The building inspector wrote on the elevation plans that we need roof sleepers for our gable dormers. What are they exactly? I can't seem to find much about them online.

Thanks in advance,

Joe


----------



## Joe Carola (Apr 14, 2006)

Joe1. said:


> Hi guys,
> 
> The building inspector wrote on the elevation plans that we need roof sleepers for our gable dormers. What are they exactly? I can't seem to find much about them online.
> 
> ...


Joe,

Those are the false valleys that will sit flat on the existing roof. Your valley jacks will get nailed to them.


----------



## Joe1. (Jul 24, 2010)

Thanks Joe. I was wondering what he was talking about. I thought they were just called valley boards. It's good you guys are around. I would have spent all night trying to figure it out, before asking the inspector tomorrow.
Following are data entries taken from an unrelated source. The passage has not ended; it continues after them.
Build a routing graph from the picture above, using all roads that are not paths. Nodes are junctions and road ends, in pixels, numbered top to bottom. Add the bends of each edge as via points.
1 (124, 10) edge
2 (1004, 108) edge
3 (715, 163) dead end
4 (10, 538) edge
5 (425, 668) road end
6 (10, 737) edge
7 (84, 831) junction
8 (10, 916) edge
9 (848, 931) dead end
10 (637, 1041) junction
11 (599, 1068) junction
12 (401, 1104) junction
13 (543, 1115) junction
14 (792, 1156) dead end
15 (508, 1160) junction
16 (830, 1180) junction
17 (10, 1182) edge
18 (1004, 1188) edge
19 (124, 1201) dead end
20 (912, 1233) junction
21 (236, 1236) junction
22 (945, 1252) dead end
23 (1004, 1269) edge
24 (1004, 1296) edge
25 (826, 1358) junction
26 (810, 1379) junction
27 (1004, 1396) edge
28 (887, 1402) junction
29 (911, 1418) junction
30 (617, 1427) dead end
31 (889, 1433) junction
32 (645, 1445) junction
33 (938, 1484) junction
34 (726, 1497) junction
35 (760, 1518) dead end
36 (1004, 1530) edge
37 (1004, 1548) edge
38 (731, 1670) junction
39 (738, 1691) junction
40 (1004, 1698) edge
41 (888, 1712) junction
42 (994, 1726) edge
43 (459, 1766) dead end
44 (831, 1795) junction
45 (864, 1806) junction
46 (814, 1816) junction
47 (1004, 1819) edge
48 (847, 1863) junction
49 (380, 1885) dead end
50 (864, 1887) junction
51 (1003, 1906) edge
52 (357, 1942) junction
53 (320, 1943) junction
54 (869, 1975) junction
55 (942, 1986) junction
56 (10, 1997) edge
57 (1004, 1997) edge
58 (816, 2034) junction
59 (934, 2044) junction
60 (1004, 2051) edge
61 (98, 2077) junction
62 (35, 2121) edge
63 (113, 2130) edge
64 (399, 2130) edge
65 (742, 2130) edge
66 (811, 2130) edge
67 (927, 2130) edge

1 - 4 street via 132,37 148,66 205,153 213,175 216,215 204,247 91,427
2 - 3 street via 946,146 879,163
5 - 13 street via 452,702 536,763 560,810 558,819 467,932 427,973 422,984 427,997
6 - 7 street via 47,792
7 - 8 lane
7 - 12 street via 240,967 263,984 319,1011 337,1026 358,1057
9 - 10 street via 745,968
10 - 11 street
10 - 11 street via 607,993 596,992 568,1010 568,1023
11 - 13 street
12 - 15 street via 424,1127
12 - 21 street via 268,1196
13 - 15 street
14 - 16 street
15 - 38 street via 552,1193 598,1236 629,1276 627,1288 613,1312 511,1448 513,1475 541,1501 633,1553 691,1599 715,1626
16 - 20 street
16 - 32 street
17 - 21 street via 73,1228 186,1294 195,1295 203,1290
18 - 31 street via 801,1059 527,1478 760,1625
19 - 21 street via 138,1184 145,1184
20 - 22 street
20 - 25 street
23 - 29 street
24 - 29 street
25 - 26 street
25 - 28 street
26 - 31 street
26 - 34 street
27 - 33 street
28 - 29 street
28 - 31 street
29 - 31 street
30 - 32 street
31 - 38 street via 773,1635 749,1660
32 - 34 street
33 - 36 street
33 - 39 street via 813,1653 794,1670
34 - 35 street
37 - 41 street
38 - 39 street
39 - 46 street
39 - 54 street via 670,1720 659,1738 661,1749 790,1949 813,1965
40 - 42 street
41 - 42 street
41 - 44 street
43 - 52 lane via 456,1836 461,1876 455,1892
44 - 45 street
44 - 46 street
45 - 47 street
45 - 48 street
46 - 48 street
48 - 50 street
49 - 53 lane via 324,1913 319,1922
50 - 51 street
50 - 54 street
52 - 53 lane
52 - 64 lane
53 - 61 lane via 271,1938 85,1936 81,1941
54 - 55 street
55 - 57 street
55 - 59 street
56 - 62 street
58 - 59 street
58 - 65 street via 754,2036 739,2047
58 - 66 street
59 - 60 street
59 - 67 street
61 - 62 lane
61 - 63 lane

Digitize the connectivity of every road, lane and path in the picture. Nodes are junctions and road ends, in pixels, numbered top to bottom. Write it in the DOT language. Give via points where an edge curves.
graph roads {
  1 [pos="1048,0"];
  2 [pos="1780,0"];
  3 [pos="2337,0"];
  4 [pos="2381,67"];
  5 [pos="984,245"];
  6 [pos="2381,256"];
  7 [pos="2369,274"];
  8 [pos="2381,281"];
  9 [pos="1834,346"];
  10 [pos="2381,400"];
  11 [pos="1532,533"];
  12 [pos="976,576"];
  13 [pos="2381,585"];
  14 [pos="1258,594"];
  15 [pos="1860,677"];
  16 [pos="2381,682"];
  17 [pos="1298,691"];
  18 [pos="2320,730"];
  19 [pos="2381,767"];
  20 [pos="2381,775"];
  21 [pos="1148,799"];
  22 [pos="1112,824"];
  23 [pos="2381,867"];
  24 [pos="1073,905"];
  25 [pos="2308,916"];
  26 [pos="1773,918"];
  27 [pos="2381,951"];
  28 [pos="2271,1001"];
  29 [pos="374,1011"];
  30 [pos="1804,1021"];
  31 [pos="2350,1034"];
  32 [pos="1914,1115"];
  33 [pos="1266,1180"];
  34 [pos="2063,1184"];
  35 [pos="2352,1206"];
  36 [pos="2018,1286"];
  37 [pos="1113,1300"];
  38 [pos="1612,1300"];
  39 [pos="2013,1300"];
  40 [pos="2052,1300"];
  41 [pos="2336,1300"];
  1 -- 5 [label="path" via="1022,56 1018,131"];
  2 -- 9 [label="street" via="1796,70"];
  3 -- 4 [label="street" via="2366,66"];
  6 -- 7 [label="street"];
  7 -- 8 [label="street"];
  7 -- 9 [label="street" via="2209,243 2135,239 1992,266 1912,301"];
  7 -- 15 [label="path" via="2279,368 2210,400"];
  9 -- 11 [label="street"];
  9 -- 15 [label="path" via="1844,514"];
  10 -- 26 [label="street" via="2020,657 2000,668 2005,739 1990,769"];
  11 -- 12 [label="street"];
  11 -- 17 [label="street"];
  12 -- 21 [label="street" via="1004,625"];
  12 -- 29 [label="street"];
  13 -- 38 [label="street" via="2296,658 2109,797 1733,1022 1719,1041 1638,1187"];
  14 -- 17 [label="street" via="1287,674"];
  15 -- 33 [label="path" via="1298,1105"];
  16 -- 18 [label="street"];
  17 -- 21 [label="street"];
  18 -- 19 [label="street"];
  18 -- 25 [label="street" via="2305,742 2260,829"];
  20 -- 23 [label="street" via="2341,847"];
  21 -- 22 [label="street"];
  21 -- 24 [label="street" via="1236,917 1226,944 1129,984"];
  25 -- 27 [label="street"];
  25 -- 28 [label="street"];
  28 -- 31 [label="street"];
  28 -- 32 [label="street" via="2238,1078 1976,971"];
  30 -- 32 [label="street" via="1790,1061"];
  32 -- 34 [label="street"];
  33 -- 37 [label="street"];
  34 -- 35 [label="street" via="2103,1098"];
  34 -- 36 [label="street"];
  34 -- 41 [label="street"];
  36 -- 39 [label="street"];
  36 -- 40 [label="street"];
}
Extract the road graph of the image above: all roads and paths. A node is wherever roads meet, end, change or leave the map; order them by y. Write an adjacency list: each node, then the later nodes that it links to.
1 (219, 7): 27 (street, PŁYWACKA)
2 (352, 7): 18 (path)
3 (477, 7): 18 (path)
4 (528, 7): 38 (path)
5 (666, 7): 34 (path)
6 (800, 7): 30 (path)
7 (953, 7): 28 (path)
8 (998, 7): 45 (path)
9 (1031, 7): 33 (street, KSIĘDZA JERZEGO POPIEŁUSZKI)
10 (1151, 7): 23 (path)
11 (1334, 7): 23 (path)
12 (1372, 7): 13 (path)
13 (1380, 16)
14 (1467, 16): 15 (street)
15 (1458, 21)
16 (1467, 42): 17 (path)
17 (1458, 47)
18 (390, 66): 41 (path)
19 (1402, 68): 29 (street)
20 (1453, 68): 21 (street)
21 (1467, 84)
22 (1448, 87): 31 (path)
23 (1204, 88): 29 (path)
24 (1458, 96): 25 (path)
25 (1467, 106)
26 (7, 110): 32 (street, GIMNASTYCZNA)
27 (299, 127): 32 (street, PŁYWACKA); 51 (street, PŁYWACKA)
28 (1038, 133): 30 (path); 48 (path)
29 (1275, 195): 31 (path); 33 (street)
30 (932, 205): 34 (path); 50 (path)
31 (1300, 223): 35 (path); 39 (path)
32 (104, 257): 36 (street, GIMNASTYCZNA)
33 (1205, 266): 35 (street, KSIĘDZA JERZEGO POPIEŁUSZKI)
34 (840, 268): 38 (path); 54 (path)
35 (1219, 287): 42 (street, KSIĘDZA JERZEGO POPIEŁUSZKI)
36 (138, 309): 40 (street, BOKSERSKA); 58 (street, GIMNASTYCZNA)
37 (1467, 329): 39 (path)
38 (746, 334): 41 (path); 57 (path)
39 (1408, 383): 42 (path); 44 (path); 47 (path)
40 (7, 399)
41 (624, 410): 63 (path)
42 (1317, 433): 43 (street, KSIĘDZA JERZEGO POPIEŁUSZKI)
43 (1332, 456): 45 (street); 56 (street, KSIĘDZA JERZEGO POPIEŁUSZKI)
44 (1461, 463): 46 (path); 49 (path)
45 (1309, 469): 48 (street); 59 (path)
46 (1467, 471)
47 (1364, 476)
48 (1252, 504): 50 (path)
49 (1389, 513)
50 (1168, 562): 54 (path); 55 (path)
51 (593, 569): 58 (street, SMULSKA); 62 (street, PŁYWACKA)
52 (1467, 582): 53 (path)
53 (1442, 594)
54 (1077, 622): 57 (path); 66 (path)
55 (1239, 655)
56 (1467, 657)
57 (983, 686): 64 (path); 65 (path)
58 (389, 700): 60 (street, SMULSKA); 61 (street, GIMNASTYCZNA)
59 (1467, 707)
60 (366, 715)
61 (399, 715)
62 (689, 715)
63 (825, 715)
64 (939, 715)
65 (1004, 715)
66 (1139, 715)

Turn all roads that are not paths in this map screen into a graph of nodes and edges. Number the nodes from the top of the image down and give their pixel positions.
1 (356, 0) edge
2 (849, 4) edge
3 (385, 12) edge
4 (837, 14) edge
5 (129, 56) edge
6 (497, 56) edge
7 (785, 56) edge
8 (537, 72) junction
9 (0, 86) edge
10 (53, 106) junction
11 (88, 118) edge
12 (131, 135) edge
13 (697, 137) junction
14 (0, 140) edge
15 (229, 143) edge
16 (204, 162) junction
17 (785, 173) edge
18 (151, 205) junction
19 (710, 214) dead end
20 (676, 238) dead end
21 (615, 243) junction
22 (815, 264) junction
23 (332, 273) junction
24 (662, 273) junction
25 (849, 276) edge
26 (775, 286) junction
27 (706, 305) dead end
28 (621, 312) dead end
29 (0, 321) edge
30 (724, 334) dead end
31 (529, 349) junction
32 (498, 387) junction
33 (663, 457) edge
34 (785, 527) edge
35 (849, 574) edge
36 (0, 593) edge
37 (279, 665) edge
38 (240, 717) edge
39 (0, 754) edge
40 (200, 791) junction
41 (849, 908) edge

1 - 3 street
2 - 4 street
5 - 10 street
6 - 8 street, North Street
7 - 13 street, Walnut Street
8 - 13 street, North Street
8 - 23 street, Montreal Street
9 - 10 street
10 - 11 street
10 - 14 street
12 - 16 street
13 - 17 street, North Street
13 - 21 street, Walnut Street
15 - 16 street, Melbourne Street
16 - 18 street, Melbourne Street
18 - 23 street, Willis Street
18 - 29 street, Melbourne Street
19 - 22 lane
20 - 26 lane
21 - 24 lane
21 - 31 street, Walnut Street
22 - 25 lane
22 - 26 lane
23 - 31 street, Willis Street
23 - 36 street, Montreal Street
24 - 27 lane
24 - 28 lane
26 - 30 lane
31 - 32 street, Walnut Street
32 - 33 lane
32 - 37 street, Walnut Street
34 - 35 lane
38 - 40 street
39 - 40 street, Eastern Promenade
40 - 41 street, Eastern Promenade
So, the sleeper is just a 2x board right (same size as the jacks), beveled or unbeveled, depending on your preferences?

Joe


----------



## Joe Carola (Apr 14, 2006)

Joe1. said:


> Thanks Joe. I was wondering what he was talking about. I thought they were just called valley boards. It's good you guys are around. I would have spent all night trying to figure it out, before asking the inspector tomorrow.
> 
> So, the sleeper is just a 2x board right (same size as the jacks), beveled or unbeveled, depending on your preferences?
> 
> Joe


Joe,

The width of the sleeper depends on what size rafter you use and the level cut on the bottom of the valley jack the will get nailed to the sleeper. You want the whole width of the valley jack to sit on the sleeper.


----------